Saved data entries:
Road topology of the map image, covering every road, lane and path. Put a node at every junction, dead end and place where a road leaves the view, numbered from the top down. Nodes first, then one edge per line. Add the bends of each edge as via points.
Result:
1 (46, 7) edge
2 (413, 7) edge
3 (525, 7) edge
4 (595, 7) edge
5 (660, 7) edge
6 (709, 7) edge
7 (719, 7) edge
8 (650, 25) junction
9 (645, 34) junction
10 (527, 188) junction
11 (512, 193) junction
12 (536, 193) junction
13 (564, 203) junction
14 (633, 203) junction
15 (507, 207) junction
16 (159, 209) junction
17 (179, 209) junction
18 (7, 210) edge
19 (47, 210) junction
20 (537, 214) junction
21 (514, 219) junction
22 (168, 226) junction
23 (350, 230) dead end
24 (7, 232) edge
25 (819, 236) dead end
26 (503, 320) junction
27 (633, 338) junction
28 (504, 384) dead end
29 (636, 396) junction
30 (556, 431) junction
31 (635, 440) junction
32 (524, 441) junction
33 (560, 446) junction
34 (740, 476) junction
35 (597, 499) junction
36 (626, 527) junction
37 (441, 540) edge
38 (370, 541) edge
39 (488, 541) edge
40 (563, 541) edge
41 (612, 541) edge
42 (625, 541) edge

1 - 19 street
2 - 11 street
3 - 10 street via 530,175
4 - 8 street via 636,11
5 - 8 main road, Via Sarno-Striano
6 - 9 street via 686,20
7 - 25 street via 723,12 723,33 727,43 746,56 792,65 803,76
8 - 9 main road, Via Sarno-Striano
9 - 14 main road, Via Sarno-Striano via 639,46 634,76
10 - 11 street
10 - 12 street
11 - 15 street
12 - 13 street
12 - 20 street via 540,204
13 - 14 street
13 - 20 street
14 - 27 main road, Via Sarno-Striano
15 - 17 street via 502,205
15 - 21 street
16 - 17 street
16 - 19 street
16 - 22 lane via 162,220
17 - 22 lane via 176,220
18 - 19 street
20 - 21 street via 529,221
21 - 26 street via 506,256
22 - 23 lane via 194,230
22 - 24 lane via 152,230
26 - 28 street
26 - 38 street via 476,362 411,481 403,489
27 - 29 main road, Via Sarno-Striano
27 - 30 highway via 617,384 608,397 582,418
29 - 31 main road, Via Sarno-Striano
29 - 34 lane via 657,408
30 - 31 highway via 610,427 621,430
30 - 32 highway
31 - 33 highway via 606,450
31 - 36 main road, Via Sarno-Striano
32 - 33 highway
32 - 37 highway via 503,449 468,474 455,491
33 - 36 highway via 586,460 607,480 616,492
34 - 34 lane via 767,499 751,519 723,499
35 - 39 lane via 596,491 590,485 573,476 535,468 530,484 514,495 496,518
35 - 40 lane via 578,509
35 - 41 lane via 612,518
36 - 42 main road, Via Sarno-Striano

EXERCISE DESCRIPTION: Among the records, find the lines that contain "lane" and copy each of them.

RESPONSE TO THE EXERCISE:
Road topology of the map image, covering every road, lane and path. Put a node at every junction, dead end and place where a road leaves the view, numbered from the top down. Nodes first, then one edge per line. Add the bends of each edge as via points.
16 - 22 lane via 162,220
17 - 22 lane via 176,220
22 - 23 lane via 194,230
22 - 24 lane via 152,230
29 - 34 lane via 657,408
34 - 34 lane via 767,499 751,519 723,499
35 - 39 lane via 596,491 590,485 573,476 535,468 530,484 514,495 496,518
35 - 40 lane via 578,509
35 - 41 lane via 612,518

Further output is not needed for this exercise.